10-at 210am I entered a plea to a lesser charge and made an oath to never dance nekkie under the moon again for any reason.
11- by 230 all paperwork was notarized and filed in triplicate form, with the county clerks office, and 2 drunk wood nymphs were my witness.
12- at aproximately 305am I asked your father to summons his indian ancestors via a tribal dance
13- by 308 your father had fallen in one of the massive holes in our yard and twisted his ankle
13-b- he landed in a pile of wood nymph puke
14- smelling like wood nymph puke and being injured, 3 drunk wood nymphs then violated your father in ways too illicet for me to speak of.
15- I beat the wood nymps off and out of your father using my bra as a sling shot and dante turds from the dirty kitty litter box as amo.
16- by 319am the wood nymphs were defeated by my ample supply of amo
17- at 325am I applied neosporin to your fathers wood nymph love bites and put him to bed
18- at 350am I placed my slingshot/bra in the washer
19- at 355am the police returned as they had a report from a pissed off armadillo that there was a domestic disturbance and possible sexual assult at this address.
20- by 415 am I had sucessfully bamboozeled the police into believe you dad is just a kinky dude and we were having fun.
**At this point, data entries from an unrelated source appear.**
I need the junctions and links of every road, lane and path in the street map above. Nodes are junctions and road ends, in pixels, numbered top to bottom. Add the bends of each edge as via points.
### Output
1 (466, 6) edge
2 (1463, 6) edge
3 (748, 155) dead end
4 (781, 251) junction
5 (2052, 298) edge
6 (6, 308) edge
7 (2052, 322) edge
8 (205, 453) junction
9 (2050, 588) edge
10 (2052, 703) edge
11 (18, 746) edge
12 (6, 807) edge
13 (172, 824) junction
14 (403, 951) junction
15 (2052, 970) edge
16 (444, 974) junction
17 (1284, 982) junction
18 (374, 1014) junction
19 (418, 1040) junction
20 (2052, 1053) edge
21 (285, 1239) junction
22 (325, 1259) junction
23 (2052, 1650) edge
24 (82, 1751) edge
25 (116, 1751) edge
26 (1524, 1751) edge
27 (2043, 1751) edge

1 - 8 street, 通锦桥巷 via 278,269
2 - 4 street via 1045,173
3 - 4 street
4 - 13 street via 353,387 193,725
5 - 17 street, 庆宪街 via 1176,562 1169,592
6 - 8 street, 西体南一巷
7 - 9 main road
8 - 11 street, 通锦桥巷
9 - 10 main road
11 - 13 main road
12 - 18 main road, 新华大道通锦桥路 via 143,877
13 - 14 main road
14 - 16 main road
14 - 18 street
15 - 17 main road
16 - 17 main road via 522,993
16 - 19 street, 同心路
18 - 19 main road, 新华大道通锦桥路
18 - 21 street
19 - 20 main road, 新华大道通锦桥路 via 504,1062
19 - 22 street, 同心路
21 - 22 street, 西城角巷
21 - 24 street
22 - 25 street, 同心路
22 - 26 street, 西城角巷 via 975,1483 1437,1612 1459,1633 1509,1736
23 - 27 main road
21- at 420 am I quietly lit candles for you.
22- at 430 am I slipped into the tub to relax and meditate for good vibes for you.
23- at 440am I began to smell smoke
24- at 445am I began to worry about the smell of smoke
25- at 450 I convinced myself I should get out of the tub and do something about the smell of smoke
26- at 5am I came out to the family room to find ferries smoking a big fattie
27- at 510am I got out the cheetos, mt dew, recees cups and bong, and joined the ferries
28- around aproximately 530am me and the ferries got into a heavy discussion about politics and religion we were in strong disagreance but to stoked to fight
29- by 6am I thought the ferries should leave since alex would be up soon for school
30- at 610am I was escorting the ferries out a couple of wood nymphs saw me with the ferries and a big woodland mythical species gang style war broke out
31- at 620am the sun came up and all the mayham and lifeless bodies that were causalites of the woodland war just disappeared making little "poof" noises
32- at 630am alex woke up and I told him to help me pray your day would go good.
he blew out the candles, bowed his head and said, dear god, please keep my sissy safe and happy today in everything she needs, and oh yeah, tell my mom to keep her bong in her closet.
33- I am promoting alex to the king of the prayer request club.
Hope everything is AWESOME FOR YOU MY DEAR....
I love you
So I ask you my friends is it any wonder she changed her major to Abnormal Psychology? She get's her bachelors in May. I intend on keeping her busy with family stuff.
* disclaimer* I do not now, nor have ever owned a bong. Nor was my husband violated by fictional creatures. Because if he was it would totally be on you-tube.